Now encodeResourceId({ ... }, { service: "billin" }) is a compile-time error. The domain suffix is appended internally by the utility, so if the domain ever changes, you update one constant instead of hundreds of files.

This is a small thing, but it eliminates an entire category of bugs: typos in service domain strings that only surface at runtime when a cross-service lookup fails.

Domain Constants Instead of Magic Strings

With encodeResourceType available, resource type constants in each domain are constructed rather than hardcoded:

// domain-specific constants file
import { encodeResourceType } from "@acme/shared/utils/resource-id";

export const INVOICE_RESOURCE_TYPE = encodeResourceType("billing", "Invoice");
export const PAYMENT_RESOURCE_TYPE = encodeResourceType("billing", "Payment");

Consumers import these constants instead of writing "billing.acmeapis.com/Invoice" inline. The service name is typed, the domain suffix is centralized, and the format is guaranteed by the utility.

This also makes it easy to find all resource types in a service: search for encodeResourceType("billing" and you get the complete list. Try doing that when resource types are hardcoded strings.

Organizing the Utility in a Monorepo

In a monorepo with a shared utility package, this naturally splits into a small number of focused files:

packages/shared/src/utils/resource-id/
├── constants.ts        → service domain, ServiceName type
├── resource-id.ts      → encodeResourceId, decodeResourceId, getResourceService
├── resource-type.ts    → encodeResourceType, decodeResourceType
└── index.ts            → barrel export

The shared package owns the format: how resource names and resource types are encoded. Each domain owns the vocabulary: which resource types exist for its service. Neither needs to know about the other’s internals.

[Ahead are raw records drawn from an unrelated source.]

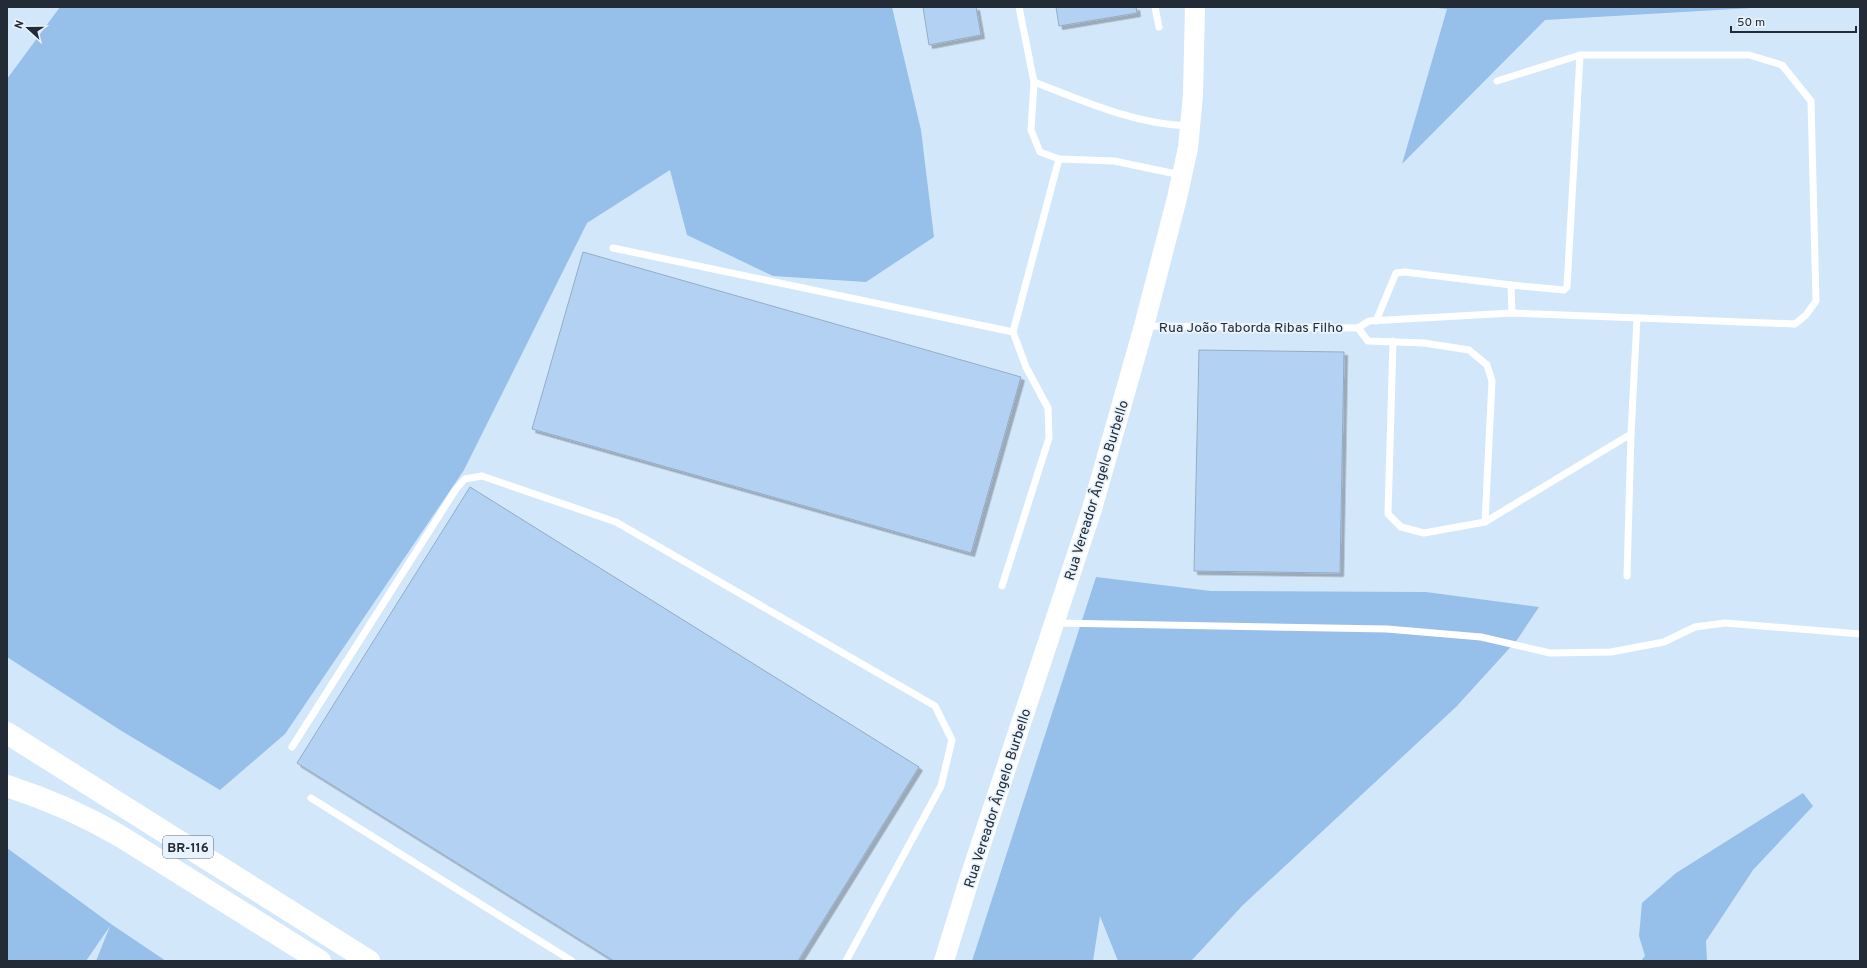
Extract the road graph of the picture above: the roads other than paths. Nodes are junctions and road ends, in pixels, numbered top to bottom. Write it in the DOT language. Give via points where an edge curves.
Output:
graph roads {
  1 [pos="1019,7"];
  2 [pos="1155,7"];
  3 [pos="1195,7"];
  4 [pos="1159,27"];
  5 [pos="1580,55"];
  6 [pos="1497,80"];
  7 [pos="1034,82"];
  8 [pos="1191,126"];
  9 [pos="1059,159"];
  10 [pos="1183,175"];
  11 [pos="613,248"];
  12 [pos="1511,286"];
  13 [pos="1512,313"];
  14 [pos="1637,318"];
  15 [pos="1376,321"];
  16 [pos="1144,326"];
  17 [pos="1358,328"];
  18 [pos="1013,332"];
  19 [pos="1393,341"];
  20 [pos="1631,434"];
  21 [pos="1485,522"];
  22 [pos="1628,576"];
  23 [pos="1002,586"];
  24 [pos="1055,623"];
  25 [pos="1860,634"];
  26 [pos="7,733"];
  27 [pos="292,747"];
  28 [pos="7,786"];
  29 [pos="311,798"];
  30 [pos="320,961"];
  31 [pos="369,961"];
  32 [pos="572,961"];
  33 [pos="846,961"];
  34 [pos="944,961"];
  1 -- 7 [label="lane"];
  2 -- 4 [label="lane"];
  3 -- 8 [label="main road, Rua Vereador Ângelo Burbello"];
  5 -- 6 [label="lane"];
  5 -- 12 [label="lane" via="1567,287 1564,290"];
  5 -- 14 [label="lane" via="1749,55 1782,66 1810,101 1816,301 1806,315 1795,324"];
  7 -- 8 [label="lane" via="1115,113 1169,126"];
  7 -- 9 [label="lane" via="1031,130 1040,152"];
  8 -- 10 [label="main road, Rua Vereador Ângelo Burbello"];
  9 -- 10 [label="lane" via="1114,161"];
  9 -- 18 [label="lane"];
  10 -- 16 [label="main road, Rua Vereador Ângelo Burbello"];
  11 -- 18 [label="lane"];
  12 -- 13 [label="lane"];
  12 -- 15 [label="lane" via="1405,272 1396,273"];
  13 -- 14 [label="lane"];
  13 -- 15 [label="lane"];
  14 -- 20 [label="lane"];
  15 -- 17 [label="lane" via="1369,321"];
  16 -- 17 [label="lane, Rua João Taborda Ribas Filho"];
  16 -- 24 [label="main road, Rua Vereador Ângelo Burbello" via="1097,494"];
  17 -- 19 [label="lane" via="1368,341"];
  18 -- 23 [label="lane" via="1026,367 1048,408 1049,438"];
  19 -- 21 [label="lane" via="1469,350 1487,365 1492,381"];
  19 -- 21 [label="lane" via="1388,514 1401,527 1424,533"];
  20 -- 21 [label="lane"];
  20 -- 22 [label="lane"];
  24 -- 25 [label="lane" via="1387,629 1482,637 1550,653 1611,652 1664,642 1695,627 1725,623"];
  24 -- 34 [label="main road, Rua Vereador Ângelo Burbello"];
  26 -- 31 [label="highway, BR-116"];
  27 -- 33 [label="lane" via="456,489 465,479 482,476 616,522 935,706 952,740 941,786"];
  28 -- 30 [label="highway, BR-116" via="61,806 120,836"];
  29 -- 32 [label="lane"];
}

Every service in the monorepo imports from the same entry point. When a new service is added, you add its name to the ServiceName union and start defining resource type constants. The encoding and decoding logic is already there.

Resource names are a small convention with outsized returns. They replace string interpolation with structured encoding, give cross-service references a standard format, and make the service domain a single-source-of-truth constant rather than a string copied into dozens of files. In a TypeScript monorepo where multiple services share code, that consistency compounds. New developers see one pattern instead of ten. Refactors change one utility instead of grep-and-replace. And cross-service features like comments, audit logs, or permissions get a universal way to identify any resource in the system.

The convention costs almost nothing to adopt. The payoff is a codebase where resource identity is a solved problem.